Apple URL Schemes allow Native iOS and web apps in Safari to trigger System and installed 3rd party apps.

For example, if your iOS app displays telephone numbers, you could use an appropriate URL to launch the Phone app whenever someone taps one of those numbers. Similarly, clicking an iTunes link, launches the iTunes app and plays the song specified in the link.

Firstly, one of the main benefits of these URL Schemes is that we can check if an application is installed on the user’s device by checking if the system can open the application’s URL scheme. Lets take Facebook as an example.

NSURL *url = [NSURL URLWithString:@"fb://"];
BOOL isInstalled = [[UIApplication sharedApplication] canOpenURL:url];

Secondly, the real benefit is that these applications can not only be opened programmatically from another iOS device, but can be triggered to a certain section of that app. Talking the Facebook example again, fb:// loads up the default homepage of the Facebook app, while fb://profile opens up the user’s profile page.
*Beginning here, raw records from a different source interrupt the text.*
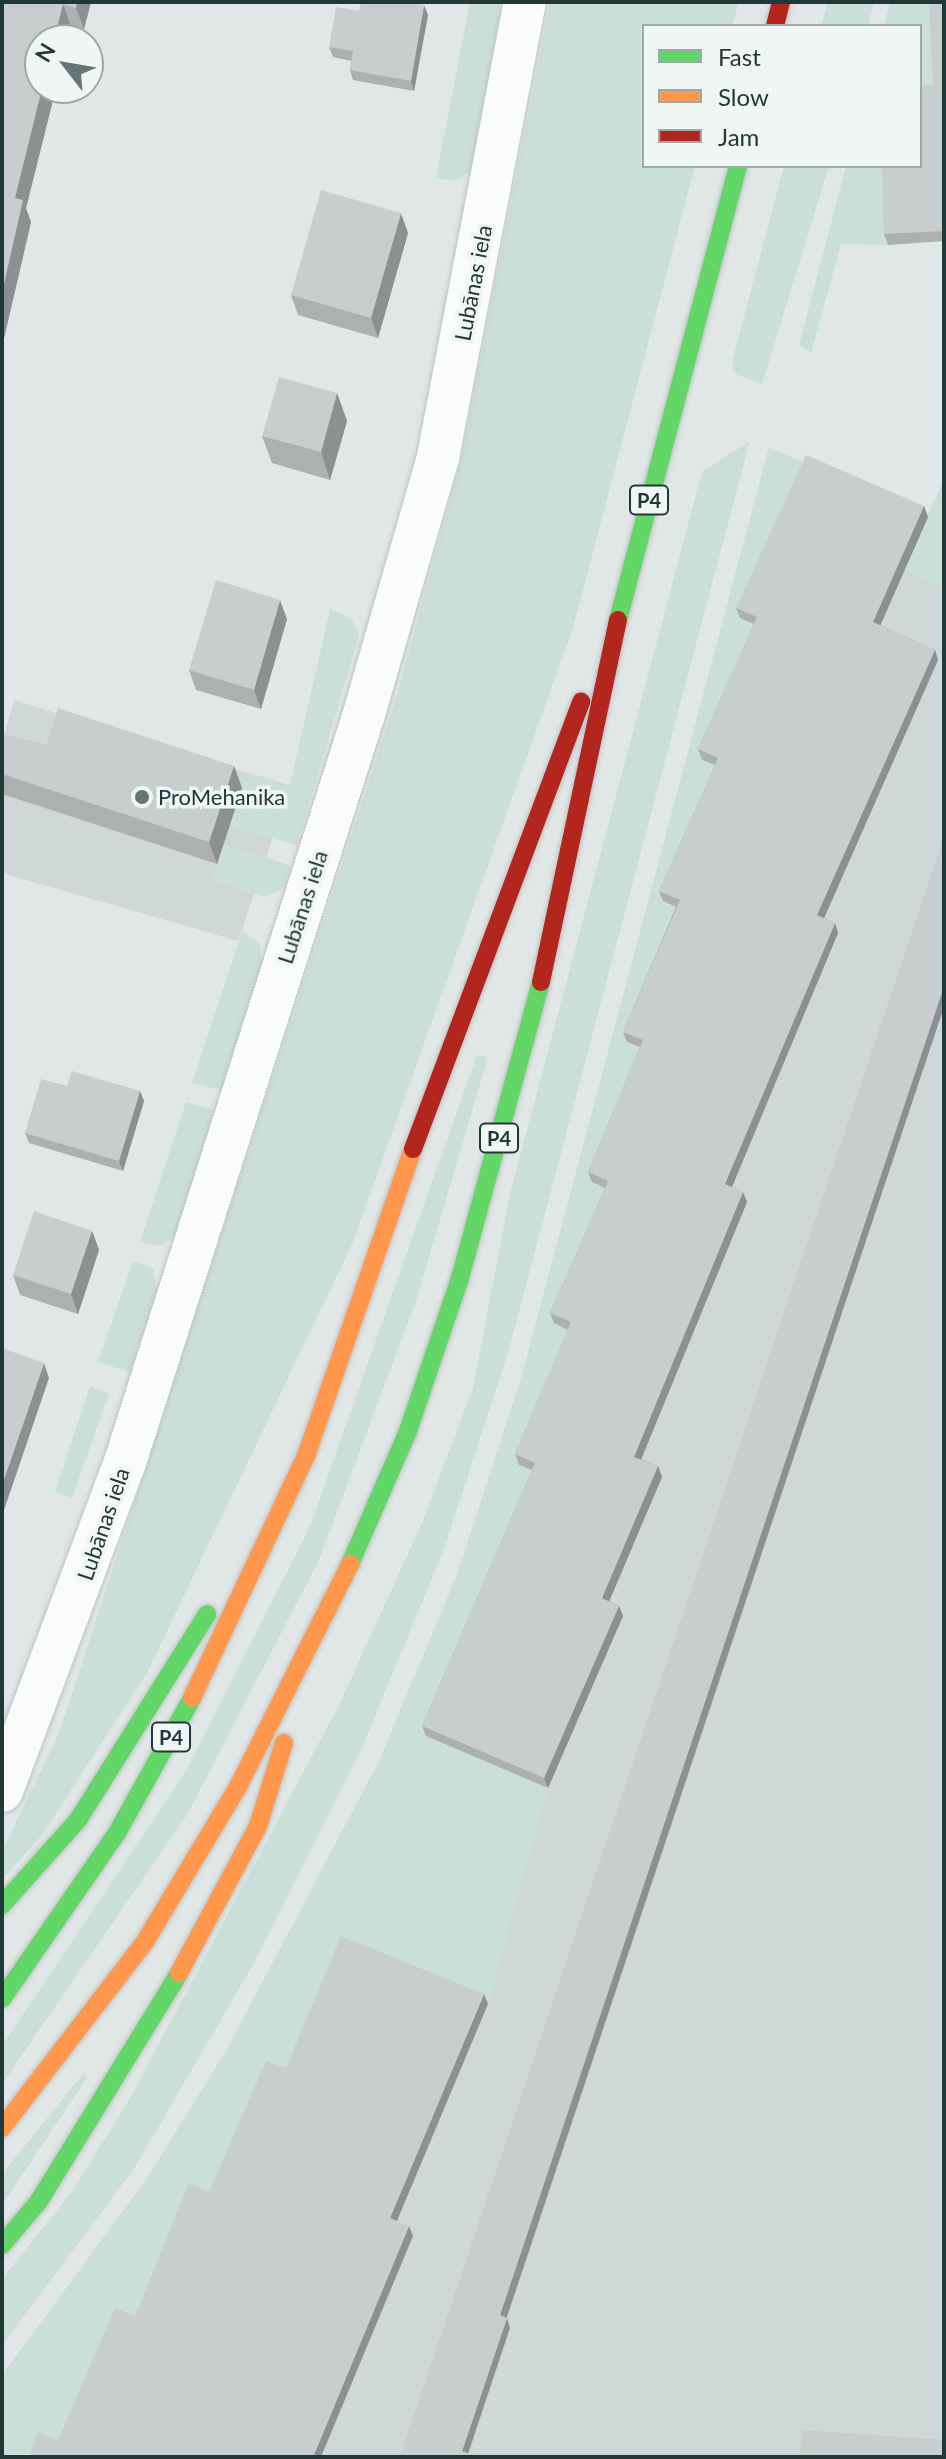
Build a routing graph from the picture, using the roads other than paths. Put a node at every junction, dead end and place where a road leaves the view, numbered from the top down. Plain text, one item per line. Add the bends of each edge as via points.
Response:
1 (525, 2) edge
2 (781, 2) edge
3 (776, 24) edge
4 (737, 168) edge
5 (618, 620) junction
6 (306, 1456) junction
7 (318, 1638) junction
8 (2, 1791) edge
9 (2, 1905) edge
10 (2, 1999) edge
11 (2, 2128) edge
12 (2, 2245) edge

1 - 8 street, Lubānas iela via 438,457 368,700 126,1459
2 - 3 main road
4 - 5 main road, P4
5 - 6 main road, P4 via 540,795
5 - 7 main road, P4 via 534,1013 460,1278 408,1431
6 - 9 main road via 78,1820
6 - 10 main road, P4 via 202,1679 117,1833
7 - 11 main road, P4 via 146,1940
7 - 12 main road via 258,1826 142,2041 39,2201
if( [[UIApplication sharedApplication] canOpenURL:[NSURL URLWithString:@"fb://"]] )
    //open fb app on the user''s profile page
    [[UIApplication sharedApplication] openURL:[NSURL URLWithString:@"fb://profile"]];
    //otherwise load up the app store
    [[UIApplication sharedApplication] openURL:[NSURL URLWithString:@"itms-apps://"]];

Although there is some information on Apple’s official page, a larger-collection of URLs can be found here and here. It seems to be quite app-specific also. LinkedIn, for instance, doesn’t seem to allow much more than main page, profile, and groups.